En otro tramo del comunicado, Infantino completó: “Leo las decisiones del Comité Disciplinario de la FIFA cuando se emiten. A veces me sorprenden. A veces estoy de acuerdo con ellas, y a veces no. Sin embargo, lo que siempre hago es respetar esas decisiones y la autonomía de los órganos que las toman. Si nos gusta personalmente una decisión o no es irrelevante. El respeto por las instituciones independientes y el estado de derecho es lo que protege la integridad de nuestras competiciones y la credibilidad de la FIFA en todo momento”, sentenció.
La decisión también tuvo impacto político. Donald Trump, presidente de Estados Unidos, celebró el fallo en sus redes sociales: “¡Gracias a la FIFA por hacer lo correcto y revertir una gran injusticia!”.
En la jornada del lunes, el mandatario realizó una conferencia en la que reveló que mantuvo un diálogo con Infantino respecto a la suspensión del delantero estadounidense.
El respaldo de Pochettino y el impacto deportivo para Estados Unidos
Antes del duelo con Bélgica, Mauricio Pochettino defendió con firmeza el fallo que habilitó a Balogun. El técnico argentino afirmó que la decisión es “fantástica para el fútbol” y añadió: “Como todo el mundo que ama el deporte y confía en la ética, celebramos todos la decisión. Fuimos castigados suficiente contra Bosnia, jugando con diez por una decisión totalmente injusta. No solo porque soy el seleccionador de Estados Unidos. El 99,9% está de acuerdo con que fue una roja injusta”, remarcó.
A esto, sumó: “Los jugadores tienen que dejar ese legado, están creando la relación con los aficionados. Estamos llegando tan lejos y vamos a recordar el camino. El legado ya está. Antes de empezar el Mundial no veíamos gente jugando al fútbol, ahora ya se ve y los culpables son mis jugadores”, valoró el entrenador.
El partido con Bélgica aparece además en un contexto deportivo más amplio para el seleccionado anfitrión, que organiza el certamen junto con México y Canadá. El equipo intenta regresar a cuartos de final después de más de dos décadas.
En sus participaciones recientes, Estados Unidos fue eliminado en octavos por Ghana en 2010, por Bélgica en 2014 y por Países Bajos en 2022. En 2006 no superó la fase de grupos y en 2018 ni siquiera logró clasificarse a la Copa del Mundo.

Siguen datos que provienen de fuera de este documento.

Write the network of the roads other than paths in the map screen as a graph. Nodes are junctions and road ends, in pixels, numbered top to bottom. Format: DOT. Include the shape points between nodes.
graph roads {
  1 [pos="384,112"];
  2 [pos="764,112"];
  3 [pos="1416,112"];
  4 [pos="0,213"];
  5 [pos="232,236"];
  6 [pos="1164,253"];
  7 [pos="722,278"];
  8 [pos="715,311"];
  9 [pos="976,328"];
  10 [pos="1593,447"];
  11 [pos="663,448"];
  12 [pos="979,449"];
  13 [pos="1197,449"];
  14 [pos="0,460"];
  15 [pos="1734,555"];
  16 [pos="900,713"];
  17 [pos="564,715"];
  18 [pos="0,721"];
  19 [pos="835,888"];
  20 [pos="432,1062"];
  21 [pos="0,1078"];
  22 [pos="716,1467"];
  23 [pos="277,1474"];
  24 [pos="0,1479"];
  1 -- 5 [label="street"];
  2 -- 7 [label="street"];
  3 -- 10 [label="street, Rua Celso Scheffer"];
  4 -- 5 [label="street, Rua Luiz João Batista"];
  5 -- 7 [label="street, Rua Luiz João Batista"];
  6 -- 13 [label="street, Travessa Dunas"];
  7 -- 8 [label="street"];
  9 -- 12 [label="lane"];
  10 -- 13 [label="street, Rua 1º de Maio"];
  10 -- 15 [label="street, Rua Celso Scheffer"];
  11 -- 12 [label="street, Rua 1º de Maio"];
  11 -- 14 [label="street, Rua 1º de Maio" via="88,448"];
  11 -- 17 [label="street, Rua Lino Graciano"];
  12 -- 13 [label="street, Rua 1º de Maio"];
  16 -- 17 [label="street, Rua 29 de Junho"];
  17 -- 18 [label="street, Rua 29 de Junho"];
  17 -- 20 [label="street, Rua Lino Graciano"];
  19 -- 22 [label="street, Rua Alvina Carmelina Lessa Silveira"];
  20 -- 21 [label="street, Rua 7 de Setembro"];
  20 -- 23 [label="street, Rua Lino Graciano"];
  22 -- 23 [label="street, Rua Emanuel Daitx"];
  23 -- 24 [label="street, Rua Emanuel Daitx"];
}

Con Balogun habilitado, el conjunto de Pochettino recupera a su principal referencia ofensiva para un cruce vital en el que busca romper esa racha adversa y meterse entre los ocho mejores del mundo.
La dura crítica de la UEFA: “Se cruzó una línea roja”

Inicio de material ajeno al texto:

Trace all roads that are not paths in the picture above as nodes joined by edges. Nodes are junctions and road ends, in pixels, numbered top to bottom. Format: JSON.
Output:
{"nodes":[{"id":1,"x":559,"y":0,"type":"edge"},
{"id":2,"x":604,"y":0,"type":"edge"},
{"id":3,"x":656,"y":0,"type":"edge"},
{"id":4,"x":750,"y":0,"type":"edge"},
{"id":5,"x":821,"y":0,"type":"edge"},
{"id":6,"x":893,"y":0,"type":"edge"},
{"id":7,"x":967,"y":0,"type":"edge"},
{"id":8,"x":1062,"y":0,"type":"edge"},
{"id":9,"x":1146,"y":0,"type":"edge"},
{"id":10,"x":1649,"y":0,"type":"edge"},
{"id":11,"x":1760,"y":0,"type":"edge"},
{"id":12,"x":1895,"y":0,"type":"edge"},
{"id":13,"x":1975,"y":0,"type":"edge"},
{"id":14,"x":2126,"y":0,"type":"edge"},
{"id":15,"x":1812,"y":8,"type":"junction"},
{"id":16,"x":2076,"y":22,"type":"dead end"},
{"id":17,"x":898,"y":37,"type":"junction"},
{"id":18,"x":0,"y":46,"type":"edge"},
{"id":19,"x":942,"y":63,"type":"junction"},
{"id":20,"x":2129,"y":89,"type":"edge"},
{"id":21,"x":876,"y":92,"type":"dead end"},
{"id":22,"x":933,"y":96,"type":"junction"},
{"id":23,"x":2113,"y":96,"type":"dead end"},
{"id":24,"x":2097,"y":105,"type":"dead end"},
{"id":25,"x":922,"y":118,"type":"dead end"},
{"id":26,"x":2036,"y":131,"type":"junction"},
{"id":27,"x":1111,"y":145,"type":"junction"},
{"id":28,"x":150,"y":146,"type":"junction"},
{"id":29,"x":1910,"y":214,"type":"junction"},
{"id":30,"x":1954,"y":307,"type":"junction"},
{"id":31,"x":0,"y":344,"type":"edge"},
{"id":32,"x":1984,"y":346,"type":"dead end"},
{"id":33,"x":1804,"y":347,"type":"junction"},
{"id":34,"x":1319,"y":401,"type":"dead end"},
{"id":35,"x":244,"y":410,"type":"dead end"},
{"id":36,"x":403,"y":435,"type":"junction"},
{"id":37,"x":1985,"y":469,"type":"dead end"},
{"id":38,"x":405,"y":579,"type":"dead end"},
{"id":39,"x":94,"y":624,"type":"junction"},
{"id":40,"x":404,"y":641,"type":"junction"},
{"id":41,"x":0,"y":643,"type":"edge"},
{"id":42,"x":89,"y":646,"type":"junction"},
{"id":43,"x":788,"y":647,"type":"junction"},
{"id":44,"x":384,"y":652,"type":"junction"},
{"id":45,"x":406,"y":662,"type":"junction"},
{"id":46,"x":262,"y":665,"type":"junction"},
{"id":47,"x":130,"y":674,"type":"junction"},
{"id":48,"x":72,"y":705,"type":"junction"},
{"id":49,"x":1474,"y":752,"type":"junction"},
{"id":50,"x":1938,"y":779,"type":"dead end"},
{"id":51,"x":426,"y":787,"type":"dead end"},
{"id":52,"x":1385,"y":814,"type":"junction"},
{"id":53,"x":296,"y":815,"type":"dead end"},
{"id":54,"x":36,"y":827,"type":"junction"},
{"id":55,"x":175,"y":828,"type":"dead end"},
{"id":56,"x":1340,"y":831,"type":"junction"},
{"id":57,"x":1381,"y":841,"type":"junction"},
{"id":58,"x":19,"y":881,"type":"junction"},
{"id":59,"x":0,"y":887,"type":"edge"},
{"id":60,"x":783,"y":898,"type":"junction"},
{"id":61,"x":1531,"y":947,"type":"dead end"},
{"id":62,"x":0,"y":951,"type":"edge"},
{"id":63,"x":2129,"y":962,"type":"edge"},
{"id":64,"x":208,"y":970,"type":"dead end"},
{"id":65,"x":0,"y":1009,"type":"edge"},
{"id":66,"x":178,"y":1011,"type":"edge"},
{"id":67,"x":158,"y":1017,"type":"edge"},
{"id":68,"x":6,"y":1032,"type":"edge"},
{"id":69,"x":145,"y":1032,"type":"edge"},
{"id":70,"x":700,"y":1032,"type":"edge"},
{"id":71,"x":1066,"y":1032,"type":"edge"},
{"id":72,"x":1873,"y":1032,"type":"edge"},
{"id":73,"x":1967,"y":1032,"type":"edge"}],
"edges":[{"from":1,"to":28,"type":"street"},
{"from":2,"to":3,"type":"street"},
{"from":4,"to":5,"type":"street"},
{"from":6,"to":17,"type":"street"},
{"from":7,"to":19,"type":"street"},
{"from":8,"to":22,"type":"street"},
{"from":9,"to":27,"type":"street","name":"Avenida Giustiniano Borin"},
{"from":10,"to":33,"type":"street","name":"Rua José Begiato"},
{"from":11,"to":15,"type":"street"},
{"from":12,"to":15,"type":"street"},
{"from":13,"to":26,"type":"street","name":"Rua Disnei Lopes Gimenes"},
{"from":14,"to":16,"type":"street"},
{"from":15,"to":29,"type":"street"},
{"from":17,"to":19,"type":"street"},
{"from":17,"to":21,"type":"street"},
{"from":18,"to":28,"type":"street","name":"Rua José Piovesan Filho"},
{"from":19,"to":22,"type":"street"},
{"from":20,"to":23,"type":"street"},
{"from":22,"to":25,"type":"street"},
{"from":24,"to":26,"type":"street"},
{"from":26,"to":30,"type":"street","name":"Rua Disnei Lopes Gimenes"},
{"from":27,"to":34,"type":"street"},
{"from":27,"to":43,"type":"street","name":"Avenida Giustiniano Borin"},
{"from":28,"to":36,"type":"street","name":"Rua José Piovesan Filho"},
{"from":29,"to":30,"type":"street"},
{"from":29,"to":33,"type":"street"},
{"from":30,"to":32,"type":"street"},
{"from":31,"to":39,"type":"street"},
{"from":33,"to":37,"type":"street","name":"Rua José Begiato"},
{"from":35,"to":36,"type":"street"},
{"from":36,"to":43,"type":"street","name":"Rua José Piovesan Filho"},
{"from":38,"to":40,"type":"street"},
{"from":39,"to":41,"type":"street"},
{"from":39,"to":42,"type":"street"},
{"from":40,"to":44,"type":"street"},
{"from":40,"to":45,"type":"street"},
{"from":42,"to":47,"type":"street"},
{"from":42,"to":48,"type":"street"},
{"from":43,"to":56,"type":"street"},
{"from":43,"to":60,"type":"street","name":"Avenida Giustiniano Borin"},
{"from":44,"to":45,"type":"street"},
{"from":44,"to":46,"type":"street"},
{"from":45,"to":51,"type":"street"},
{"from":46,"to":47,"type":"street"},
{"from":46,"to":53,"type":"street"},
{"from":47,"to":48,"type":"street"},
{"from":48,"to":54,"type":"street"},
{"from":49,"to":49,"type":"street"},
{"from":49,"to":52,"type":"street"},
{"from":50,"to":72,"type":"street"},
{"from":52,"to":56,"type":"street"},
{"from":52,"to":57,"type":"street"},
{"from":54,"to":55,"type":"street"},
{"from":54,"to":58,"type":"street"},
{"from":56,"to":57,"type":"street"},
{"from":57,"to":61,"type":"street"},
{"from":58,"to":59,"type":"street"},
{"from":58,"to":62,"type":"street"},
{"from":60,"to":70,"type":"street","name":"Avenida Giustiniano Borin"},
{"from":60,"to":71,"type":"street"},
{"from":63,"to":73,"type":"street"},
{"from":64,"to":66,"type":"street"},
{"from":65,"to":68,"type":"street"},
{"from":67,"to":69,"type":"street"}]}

En medio de una decisión que sembró un precedente en el Mundial, la UEFA difundió un comunicado contra la resolución de la FIFA. El organismo europeo puntualizó que “la decisión tomada ayer de suspender durante un período de prueba de un año la aplicación de la suspensión automática de un partido tras la tarjeta roja mostrada al jugador Folarin Balogun cruzó una línea roja”.

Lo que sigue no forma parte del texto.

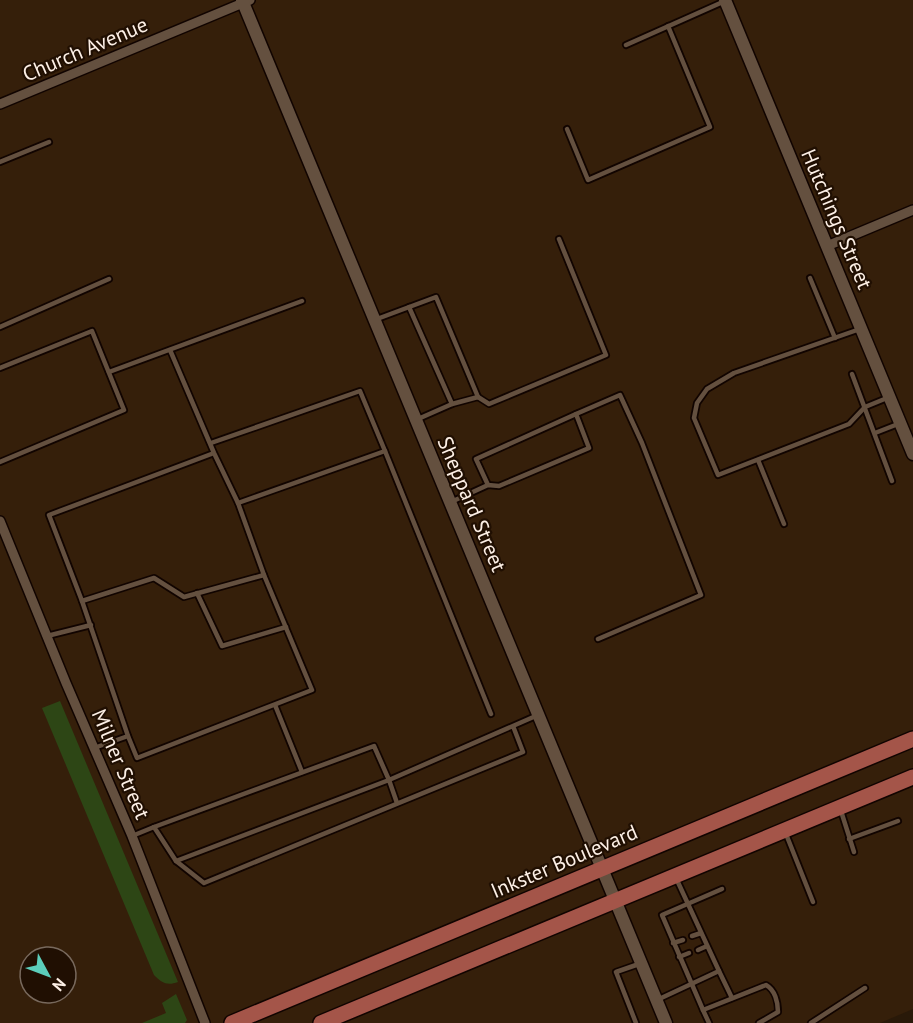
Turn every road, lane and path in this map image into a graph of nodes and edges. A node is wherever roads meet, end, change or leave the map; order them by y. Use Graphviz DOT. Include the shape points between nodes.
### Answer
graph roads {
  1 [pos="725,0"];
  2 [pos="245,1"];
  3 [pos="668,26"];
  4 [pos="626,45"];
  5 [pos="0,104"];
  6 [pos="567,129"];
  7 [pos="49,142"];
  8 [pos="0,162"];
  9 [pos="913,210"];
  10 [pos="559,239"];
  11 [pos="827,246"];
  12 [pos="810,278"];
  13 [pos="109,279"];
  14 [pos="302,302"];
  15 [pos="409,307"];
  16 [pos="374,320"];
  17 [pos="0,327"];
  18 [pos="861,328"];
  19 [pos="835,338"];
  20 [pos="170,350"];
  21 [pos="0,368"];
  22 [pos="109,372"];
  23 [pos="852,375"];
  24 [pos="478,397"];
  25 [pos="890,397"];
  26 [pos="452,405"];
  27 [pos="865,407"];
  28 [pos="576,414"];
  29 [pos="416,420"];
  30 [pos="900,423"];
  31 [pos="875,433"];
  32 [pos="211,443"];
  33 [pos="385,451"];
  34 [pos="214,453"];
  35 [pos="913,454"];
  36 [pos="758,460"];
  37 [pos="0,462"];
  38 [pos="892,481"];
  39 [pos="488,485"];
  40 [pos="451,502"];
  41 [pos="238,503"];
  42 [pos="0,521"];
  43 [pos="784,524"];
  44 [pos="264,575"];
  45 [pos="197,593"];
  46 [pos="82,601"];
  47 [pos="91,625"];
  48 [pos="286,627"];
  49 [pos="47,636"];
  50 [pos="598,639"];
  51 [pos="275,705"];
  52 [pos="491,714"];
  53 [pos="538,715"];
  54 [pos="513,726"];
  55 [pos="128,736"];
  56 [pos="913,739"];
  57 [pos="94,748"];
  58 [pos="302,772"];
  59 [pos="913,777"];
  60 [pos="389,780"];
  61 [pos="397,803"];
  62 [pos="840,808"];
  63 [pos="898,821"];
  64 [pos="154,827"];
  65 [pos="785,831"];
  66 [pos="132,836"];
  67 [pos="849,839"];
  68 [pos="854,852"];
  69 [pos="176,861"];
  70 [pos="602,867"];
  71 [pos="675,876"];
  72 [pos="722,889"];
  73 [pos="616,901"];
  74 [pos="813,902"];
  75 [pos="688,904"];
  76 [pos="701,933"];
  77 [pos="692,936"];
  78 [pos="683,939"];
  79 [pos="673,943"];
  80 [pos="707,946"];
  81 [pos="698,950"];
  82 [pos="689,953"];
  83 [pos="679,957"];
  84 [pos="642,963"];
  85 [pos="719,971"];
  86 [pos="692,984"];
  87 [pos="865,988"];
  88 [pos="732,998"];
  89 [pos="657,1000"];
  90 [pos="703,1010"];
  91 [pos="338,1020"];
  92 [pos="205,1023"];
  93 [pos="232,1023"];
  94 [pos="321,1023"];
  95 [pos="636,1023"];
  96 [pos="666,1023"];
  97 [pos="709,1023"];
  98 [pos="759,1023"];
  99 [pos="811,1023"];
  1 -- 3 [label="lane"];
  1 -- 11 [label="street, Hutchings Street"];
  2 -- 5 [label="street, Church Avenue"];
  2 -- 16 [label="street, Sheppard Street"];
  3 -- 4 [label="lane"];
  3 -- 6 [label="lane" via="710,127 588,180"];
  7 -- 8 [label="lane"];
  9 -- 11 [label="street"];
  10 -- 24 [label="lane" via="606,355 489,404"];
  11 -- 18 [label="street, Hutchings Street"];
  12 -- 19 [label="lane"];
  13 -- 17 [label="lane"];
  14 -- 20 [label="lane"];
  15 -- 16 [label="lane"];
  15 -- 24 [label="lane" via="436,297"];
  15 -- 26 [label="lane"];
  16 -- 29 [label="street, Sheppard Street"];
  18 -- 19 [label="lane"];
  18 -- 25 [label="street, Hutchings Street"];
  19 -- 36 [label="lane" via="734,373 706,389 697,403 694,418 718,476"];
  20 -- 22 [label="lane"];
  20 -- 32 [label="lane"];
  21 -- 22 [label="lane" via="92,331"];
  22 -- 37 [label="lane" via="124,410"];
  23 -- 27 [label="lane"];
  24 -- 26 [label="lane"];
  25 -- 27 [label="lane"];
  25 -- 30 [label="street, Hutchings Street"];
  26 -- 29 [label="lane"];
  27 -- 31 [label="lane"];
  27 -- 36 [label="lane" via="849,424"];
  28 -- 39 [label="lane" via="476,459"];
  28 -- 39 [label="lane" via="589,448 499,486"];
  28 -- 50 [label="lane" via="620,395 701,595"];
  29 -- 40 [label="street, Sheppard Street"];
  30 -- 31 [label="lane"];
  30 -- 35 [label="street, Hutchings Street"];
  31 -- 38 [label="lane"];
  32 -- 33 [label="lane" via="360,391"];
  32 -- 34 [label="lane"];
  33 -- 41 [label="lane"];
  33 -- 52 [label="lane"];
  34 -- 41 [label="lane"];
  34 -- 46 [label="lane" via="49,515"];
  36 -- 43 [label="lane"];
  39 -- 40 [label="lane"];
  40 -- 53 [label="street, Sheppard Street"];
  41 -- 44 [label="lane"];
  42 -- 49 [label="street, Milner Street"];
  44 -- 45 [label="lane"];
  44 -- 48 [label="lane"];
  45 -- 46 [label="lane" via="184,597 154,578"];
  45 -- 48 [label="lane" via="222,646"];
  46 -- 47 [label="lane"];
  47 -- 49 [label="lane"];
  47 -- 55 [label="lane"];
  48 -- 51 [label="lane" via="312,690"];
  49 -- 57 [label="street, Milner Street"];
  51 -- 55 [label="lane" via="137,758"];
  51 -- 58 [label="lane"];
  53 -- 54 [label="lane"];
  53 -- 70 [label="street, Sheppard Street"];
  54 -- 60 [label="lane"];
  54 -- 61 [label="lane" via="523,752"];
  55 -- 57 [label="lane"];
  56 -- 70 [label="main road, Inkster Boulevard"];
  57 -- 66 [label="street, Milner Street"];
  58 -- 60 [label="lane" via="374,746"];
  58 -- 64 [label="lane"];
  59 -- 62 [label="main road"];
  60 -- 61 [label="lane"];
  60 -- 69 [label="lane"];
  61 -- 69 [label="lane" via="204,883"];
  62 -- 65 [label="main road"];
  62 -- 67 [label="lane"];
  63 -- 67 [label="lane"];
  64 -- 66 [label="lane"];
  64 -- 69 [label="lane"];
  65 -- 71 [label="main road"];
  65 -- 74 [label="lane"];
  66 -- 92 [label="street, Milner Street"];
  67 -- 68 [label="lane"];
  70 -- 73 [label="street, Sheppard Street"];
  70 -- 93 [label="main road, Inkster Boulevard"];
  71 -- 73 [label="main road"];
  71 -- 75 [label="lane"];
  72 -- 75 [label="lane"];
  73 -- 84 [label="street, Sheppard Street"];
  73 -- 91 [label="main road"];
  75 -- 76 [label="lane"];
  75 -- 79 [label="lane" via="662,915"];
  76 -- 77 [label="lane"];
  76 -- 80 [label="lane"];
  78 -- 79 [label="lane"];
  79 -- 83 [label="lane"];
  80 -- 81 [label="lane"];
  80 -- 85 [label="lane"];
  82 -- 83 [label="lane"];
  83 -- 86 [label="lane"];
  84 -- 89 [label="street, Sheppard Street"];
  84 -- 95 [label="lane" via="616,972"];
  85 -- 86 [label="lane"];
  85 -- 88 [label="lane"];
  86 -- 89 [label="lane"];
  86 -- 90 [label="lane"];
  87 -- 99 [label="lane"];
  88 -- 90 [label="lane"];
  88 -- 98 [label="lane" via="766,985 771,988 778,1012"];
  89 -- 96 [label="street, Sheppard Street"];
  90 -- 97 [label="lane"];
  91 -- 94 [label="main road"];
}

La entidad que preside Aleksander Ceferin sostuvo que la suspensión mínima automática de un partido tras una expulsión no admite interpretación en este caso. De acuerdo con el texto difundido, no se trata de una opción discrecional ni de una medida que dependa de una decisión posterior para entrar en vigor.
La posición del organismo europeo es que ese principio ya está incorporado en los reglamentos y no puede quedar sujeto a excepciones, menos aún durante una Copa del Mundo. La crítica apuntó así no al hecho disciplinario original, sino al criterio utilizado para interrumpir la ejecución inmediata del castigo.